Wherever a line holds the word "Nəcəfov", copy that line from the data.

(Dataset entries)
******

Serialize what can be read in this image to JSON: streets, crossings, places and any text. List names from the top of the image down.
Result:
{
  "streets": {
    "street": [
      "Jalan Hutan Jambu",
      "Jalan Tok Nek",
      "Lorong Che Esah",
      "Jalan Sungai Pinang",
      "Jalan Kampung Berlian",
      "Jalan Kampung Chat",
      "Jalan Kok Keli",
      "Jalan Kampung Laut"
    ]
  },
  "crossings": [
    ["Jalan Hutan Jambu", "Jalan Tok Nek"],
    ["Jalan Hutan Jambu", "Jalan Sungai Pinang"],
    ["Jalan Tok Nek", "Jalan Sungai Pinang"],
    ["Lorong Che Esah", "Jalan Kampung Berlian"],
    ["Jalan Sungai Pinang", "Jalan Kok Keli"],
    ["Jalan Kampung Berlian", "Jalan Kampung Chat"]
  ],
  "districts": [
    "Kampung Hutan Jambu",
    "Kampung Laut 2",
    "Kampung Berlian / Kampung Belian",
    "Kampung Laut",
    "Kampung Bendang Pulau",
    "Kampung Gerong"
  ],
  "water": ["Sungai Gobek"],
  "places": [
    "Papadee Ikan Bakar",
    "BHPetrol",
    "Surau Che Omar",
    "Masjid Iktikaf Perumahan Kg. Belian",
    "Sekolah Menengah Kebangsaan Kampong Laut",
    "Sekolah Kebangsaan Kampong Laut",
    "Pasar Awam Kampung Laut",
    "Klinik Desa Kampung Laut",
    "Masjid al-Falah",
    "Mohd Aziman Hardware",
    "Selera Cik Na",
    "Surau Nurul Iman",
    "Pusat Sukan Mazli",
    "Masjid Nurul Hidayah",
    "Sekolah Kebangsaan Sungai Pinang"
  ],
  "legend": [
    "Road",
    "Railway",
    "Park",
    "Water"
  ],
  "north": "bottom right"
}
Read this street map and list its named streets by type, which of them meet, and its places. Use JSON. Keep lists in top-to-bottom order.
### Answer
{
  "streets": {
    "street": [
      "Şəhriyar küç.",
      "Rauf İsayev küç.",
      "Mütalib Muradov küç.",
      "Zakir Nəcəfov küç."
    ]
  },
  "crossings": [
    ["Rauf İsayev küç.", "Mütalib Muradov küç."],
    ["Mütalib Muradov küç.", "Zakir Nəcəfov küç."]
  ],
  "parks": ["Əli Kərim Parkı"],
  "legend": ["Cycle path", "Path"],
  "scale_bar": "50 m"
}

******

### [Response to this task]
      "Zakir Nəcəfov küç."
    ["Mütalib Muradov küç.", "Zakir Nəcəfov küç."]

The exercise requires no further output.